• Exercise directions: The data below holds a line containing "ctx.select_font_face(family, cairo.FONT_SLANT_ITALIC if" and a line containing "ctx.restore()"; please quote exactly those two lines and every line between them, and nothing else.

Stored data entries
__________________________________________________

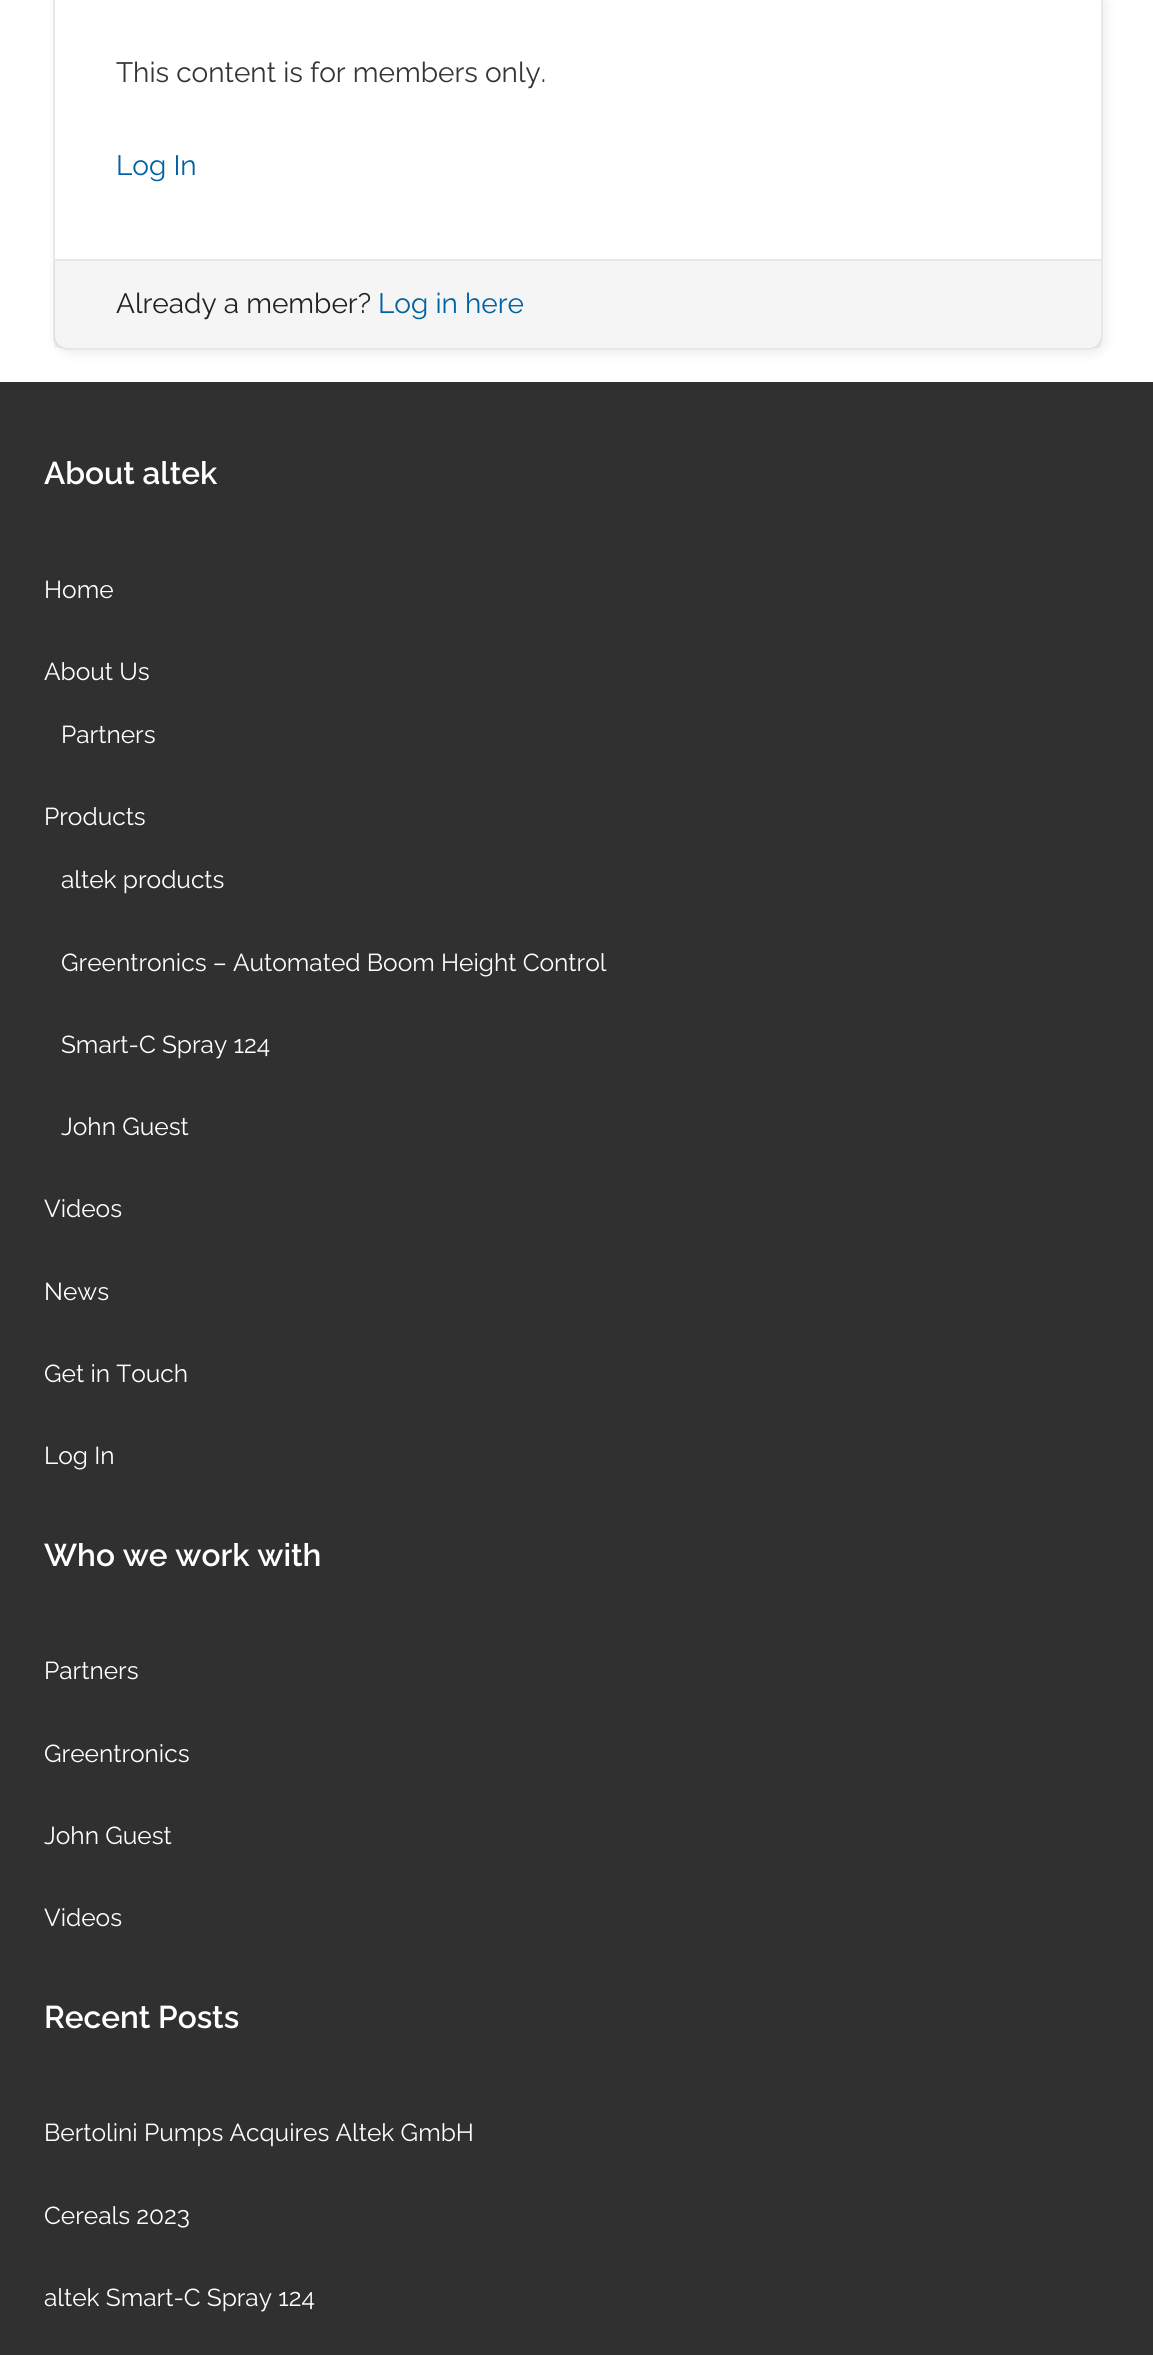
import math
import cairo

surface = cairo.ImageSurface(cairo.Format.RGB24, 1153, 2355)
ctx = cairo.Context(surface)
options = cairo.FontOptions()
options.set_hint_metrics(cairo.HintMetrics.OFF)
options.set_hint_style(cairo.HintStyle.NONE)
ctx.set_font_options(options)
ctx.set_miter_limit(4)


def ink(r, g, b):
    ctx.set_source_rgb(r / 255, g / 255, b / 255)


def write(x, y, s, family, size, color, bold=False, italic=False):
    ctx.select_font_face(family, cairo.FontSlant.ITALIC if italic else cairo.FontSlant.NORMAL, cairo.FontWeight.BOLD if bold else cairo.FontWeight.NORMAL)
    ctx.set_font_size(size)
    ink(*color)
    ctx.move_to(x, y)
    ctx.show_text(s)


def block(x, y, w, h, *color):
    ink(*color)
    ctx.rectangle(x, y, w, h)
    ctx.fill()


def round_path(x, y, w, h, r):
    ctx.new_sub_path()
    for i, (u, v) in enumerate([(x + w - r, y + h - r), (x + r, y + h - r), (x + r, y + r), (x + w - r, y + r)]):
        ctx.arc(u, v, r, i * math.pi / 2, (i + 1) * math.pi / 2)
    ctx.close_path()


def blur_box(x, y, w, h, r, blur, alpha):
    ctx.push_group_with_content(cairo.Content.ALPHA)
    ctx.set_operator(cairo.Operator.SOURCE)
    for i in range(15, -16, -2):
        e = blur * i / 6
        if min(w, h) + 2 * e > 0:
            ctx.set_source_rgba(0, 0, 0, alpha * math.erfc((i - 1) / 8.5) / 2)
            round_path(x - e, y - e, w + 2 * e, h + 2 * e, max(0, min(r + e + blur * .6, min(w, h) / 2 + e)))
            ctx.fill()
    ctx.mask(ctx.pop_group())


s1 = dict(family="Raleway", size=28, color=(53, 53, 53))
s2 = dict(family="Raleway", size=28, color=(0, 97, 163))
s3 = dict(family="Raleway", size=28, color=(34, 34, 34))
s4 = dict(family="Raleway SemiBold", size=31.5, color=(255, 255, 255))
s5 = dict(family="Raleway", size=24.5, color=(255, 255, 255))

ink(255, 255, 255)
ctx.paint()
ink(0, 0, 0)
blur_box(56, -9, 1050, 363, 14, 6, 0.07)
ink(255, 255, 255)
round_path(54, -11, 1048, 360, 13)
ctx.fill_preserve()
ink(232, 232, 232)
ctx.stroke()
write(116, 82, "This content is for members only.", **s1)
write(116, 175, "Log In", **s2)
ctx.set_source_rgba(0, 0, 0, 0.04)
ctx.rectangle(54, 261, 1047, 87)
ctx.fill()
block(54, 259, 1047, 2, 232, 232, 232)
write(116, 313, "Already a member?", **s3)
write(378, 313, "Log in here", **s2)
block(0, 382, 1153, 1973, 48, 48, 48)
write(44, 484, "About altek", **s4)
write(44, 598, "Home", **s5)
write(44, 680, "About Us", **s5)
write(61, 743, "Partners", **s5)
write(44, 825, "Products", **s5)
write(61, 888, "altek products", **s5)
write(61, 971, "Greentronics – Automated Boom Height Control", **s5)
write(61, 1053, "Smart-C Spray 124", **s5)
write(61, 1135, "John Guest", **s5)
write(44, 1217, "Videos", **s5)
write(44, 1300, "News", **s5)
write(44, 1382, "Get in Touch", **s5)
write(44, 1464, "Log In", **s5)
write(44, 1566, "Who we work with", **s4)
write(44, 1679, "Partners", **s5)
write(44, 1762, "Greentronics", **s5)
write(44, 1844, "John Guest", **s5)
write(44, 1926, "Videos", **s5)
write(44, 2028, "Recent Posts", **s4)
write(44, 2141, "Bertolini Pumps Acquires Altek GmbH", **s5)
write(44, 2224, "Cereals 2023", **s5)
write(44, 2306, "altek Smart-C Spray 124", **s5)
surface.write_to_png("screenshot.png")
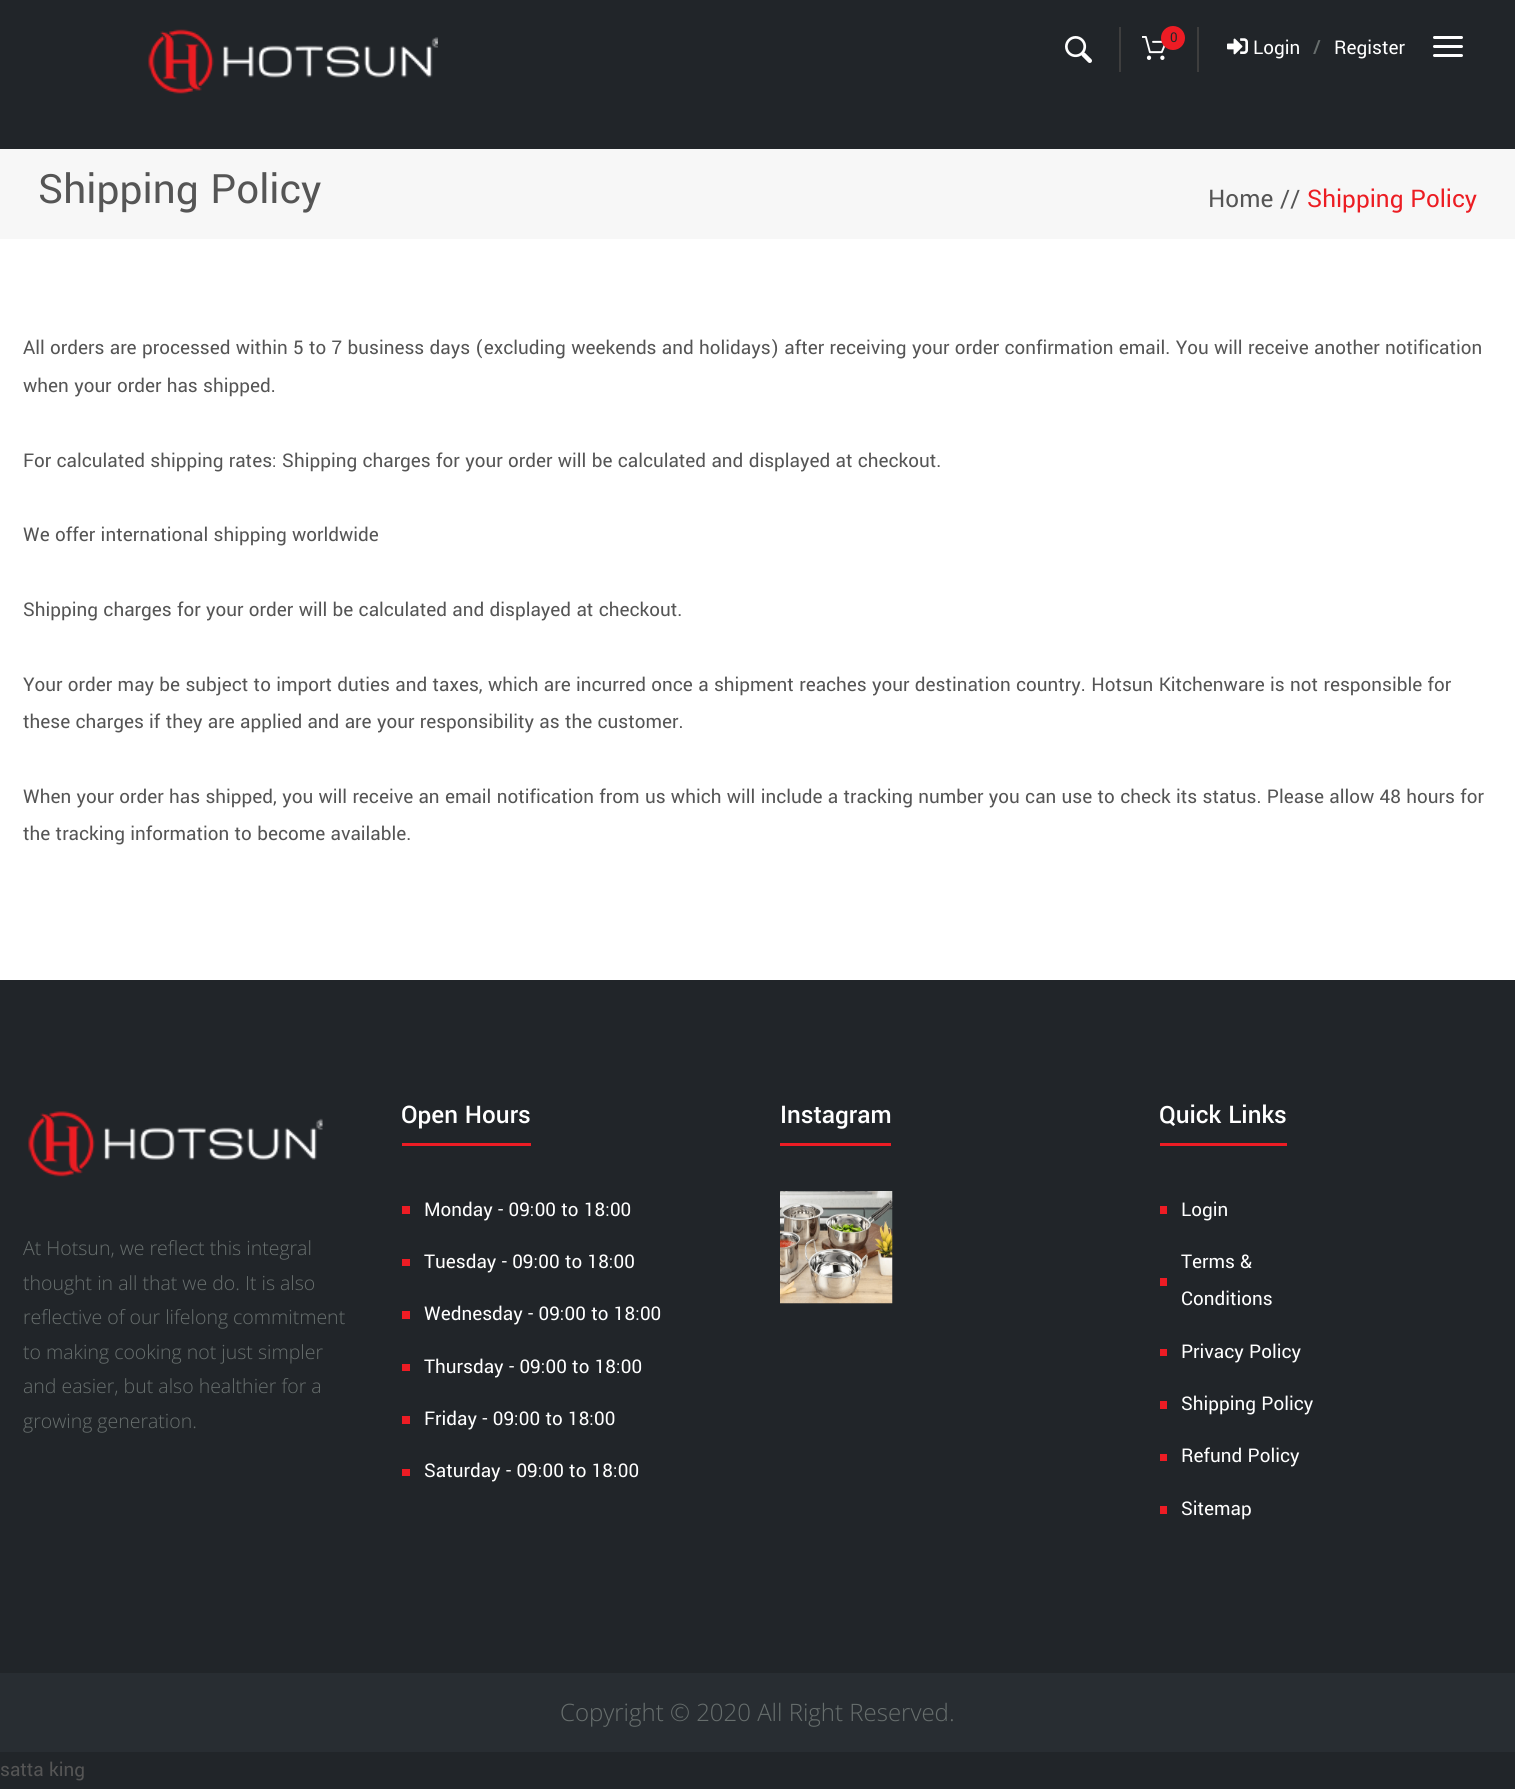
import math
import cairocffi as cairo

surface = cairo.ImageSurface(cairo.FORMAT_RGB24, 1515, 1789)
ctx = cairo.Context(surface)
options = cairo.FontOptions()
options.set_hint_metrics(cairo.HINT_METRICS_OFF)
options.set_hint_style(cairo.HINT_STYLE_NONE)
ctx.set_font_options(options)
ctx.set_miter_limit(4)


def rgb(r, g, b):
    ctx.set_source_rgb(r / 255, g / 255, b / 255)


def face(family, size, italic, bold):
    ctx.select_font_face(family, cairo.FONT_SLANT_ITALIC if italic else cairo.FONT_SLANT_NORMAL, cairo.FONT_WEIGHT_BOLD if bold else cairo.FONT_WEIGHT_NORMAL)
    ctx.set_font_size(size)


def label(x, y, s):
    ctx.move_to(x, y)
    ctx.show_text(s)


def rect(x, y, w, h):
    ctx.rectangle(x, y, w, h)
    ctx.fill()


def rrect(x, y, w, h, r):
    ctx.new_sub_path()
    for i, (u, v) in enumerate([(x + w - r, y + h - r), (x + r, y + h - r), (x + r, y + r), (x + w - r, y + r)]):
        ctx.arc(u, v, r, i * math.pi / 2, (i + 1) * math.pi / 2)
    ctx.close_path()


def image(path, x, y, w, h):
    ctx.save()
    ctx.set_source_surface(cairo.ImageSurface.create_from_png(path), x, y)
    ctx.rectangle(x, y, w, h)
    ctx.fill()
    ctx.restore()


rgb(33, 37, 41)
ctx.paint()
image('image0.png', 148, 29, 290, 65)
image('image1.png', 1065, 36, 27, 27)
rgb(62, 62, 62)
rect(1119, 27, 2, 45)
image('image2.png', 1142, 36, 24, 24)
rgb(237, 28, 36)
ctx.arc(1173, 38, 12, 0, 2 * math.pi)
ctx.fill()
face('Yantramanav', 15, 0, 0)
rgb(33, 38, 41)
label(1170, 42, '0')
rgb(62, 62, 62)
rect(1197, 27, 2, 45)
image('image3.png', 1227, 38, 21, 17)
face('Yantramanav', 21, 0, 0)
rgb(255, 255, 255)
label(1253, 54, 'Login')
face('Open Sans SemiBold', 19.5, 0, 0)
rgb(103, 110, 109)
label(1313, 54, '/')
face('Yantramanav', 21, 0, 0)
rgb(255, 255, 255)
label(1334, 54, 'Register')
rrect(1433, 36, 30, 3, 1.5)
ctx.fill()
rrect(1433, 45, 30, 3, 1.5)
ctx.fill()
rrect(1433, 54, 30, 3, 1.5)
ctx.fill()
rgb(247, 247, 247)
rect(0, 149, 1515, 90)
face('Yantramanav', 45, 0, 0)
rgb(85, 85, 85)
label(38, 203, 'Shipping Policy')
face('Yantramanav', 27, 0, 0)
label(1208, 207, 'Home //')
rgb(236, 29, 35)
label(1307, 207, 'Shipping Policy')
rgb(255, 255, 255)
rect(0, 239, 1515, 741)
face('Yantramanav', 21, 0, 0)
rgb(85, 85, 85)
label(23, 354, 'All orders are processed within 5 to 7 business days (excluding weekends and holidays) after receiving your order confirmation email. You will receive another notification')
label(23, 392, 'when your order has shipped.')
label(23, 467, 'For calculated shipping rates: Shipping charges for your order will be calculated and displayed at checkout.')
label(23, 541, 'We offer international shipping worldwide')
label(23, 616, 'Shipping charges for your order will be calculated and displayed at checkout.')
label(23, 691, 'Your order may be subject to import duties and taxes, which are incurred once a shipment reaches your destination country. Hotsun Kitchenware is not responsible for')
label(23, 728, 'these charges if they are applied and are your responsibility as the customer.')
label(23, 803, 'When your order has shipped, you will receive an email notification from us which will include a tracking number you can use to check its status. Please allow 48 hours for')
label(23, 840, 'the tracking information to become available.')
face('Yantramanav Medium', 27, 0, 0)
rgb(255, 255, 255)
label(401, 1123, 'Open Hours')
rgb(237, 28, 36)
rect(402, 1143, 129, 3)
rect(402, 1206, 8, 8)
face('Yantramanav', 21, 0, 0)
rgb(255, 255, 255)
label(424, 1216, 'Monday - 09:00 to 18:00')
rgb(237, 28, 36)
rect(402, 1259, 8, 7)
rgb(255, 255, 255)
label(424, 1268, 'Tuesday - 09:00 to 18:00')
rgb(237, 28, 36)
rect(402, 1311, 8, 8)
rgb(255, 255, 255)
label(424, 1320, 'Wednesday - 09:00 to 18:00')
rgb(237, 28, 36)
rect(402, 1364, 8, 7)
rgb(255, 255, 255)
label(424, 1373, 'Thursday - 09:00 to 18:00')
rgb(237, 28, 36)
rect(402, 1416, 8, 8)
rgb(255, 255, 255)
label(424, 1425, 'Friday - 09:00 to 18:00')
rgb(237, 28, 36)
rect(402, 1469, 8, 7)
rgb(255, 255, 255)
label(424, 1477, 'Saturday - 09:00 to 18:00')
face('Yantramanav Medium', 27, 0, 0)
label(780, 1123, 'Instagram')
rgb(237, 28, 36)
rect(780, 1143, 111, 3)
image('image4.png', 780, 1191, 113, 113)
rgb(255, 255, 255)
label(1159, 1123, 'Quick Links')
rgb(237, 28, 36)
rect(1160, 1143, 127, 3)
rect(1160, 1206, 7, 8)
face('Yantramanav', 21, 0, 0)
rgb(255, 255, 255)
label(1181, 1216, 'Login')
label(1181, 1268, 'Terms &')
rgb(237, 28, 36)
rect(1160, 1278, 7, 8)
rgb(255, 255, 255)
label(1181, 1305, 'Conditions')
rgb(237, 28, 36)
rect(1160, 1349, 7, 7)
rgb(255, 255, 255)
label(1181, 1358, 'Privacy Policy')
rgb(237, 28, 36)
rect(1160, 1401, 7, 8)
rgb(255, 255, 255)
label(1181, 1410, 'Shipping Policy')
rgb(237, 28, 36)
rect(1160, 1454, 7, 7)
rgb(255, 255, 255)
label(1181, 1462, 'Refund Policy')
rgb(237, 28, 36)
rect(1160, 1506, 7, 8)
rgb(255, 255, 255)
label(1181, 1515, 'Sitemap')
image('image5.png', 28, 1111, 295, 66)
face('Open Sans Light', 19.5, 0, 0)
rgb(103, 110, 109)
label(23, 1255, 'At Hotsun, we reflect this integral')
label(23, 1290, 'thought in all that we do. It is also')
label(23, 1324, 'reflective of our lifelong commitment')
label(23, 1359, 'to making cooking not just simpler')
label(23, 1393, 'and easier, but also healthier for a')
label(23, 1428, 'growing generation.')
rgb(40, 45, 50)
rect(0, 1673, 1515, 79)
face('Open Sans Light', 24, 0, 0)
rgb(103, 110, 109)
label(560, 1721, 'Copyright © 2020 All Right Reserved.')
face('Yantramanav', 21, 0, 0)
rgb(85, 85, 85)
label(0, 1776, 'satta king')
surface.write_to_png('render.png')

__________________________________________________

• Answer box:
    ctx.select_font_face(family, cairo.FONT_SLANT_ITALIC if italic else cairo.FONT_SLANT_NORMAL, cairo.FONT_WEIGHT_BOLD if bold else cairo.FONT_WEIGHT_NORMAL)
    ctx.set_font_size(size)


def label(x, y, s):
    ctx.move_to(x, y)
    ctx.show_text(s)


def rect(x, y, w, h):
    ctx.rectangle(x, y, w, h)
    ctx.fill()


def rrect(x, y, w, h, r):
    ctx.new_sub_path()
    for i, (u, v) in enumerate([(x + w - r, y + h - r), (x + r, y + h - r), (x + r, y + r), (x + w - r, y + r)]):
        ctx.arc(u, v, r, i * math.pi / 2, (i + 1) * math.pi / 2)
    ctx.close_path()


def image(path, x, y, w, h):
    ctx.save()
    ctx.set_source_surface(cairo.ImageSurface.create_from_png(path), x, y)
    ctx.rectangle(x, y, w, h)
    ctx.fill()
    ctx.restore()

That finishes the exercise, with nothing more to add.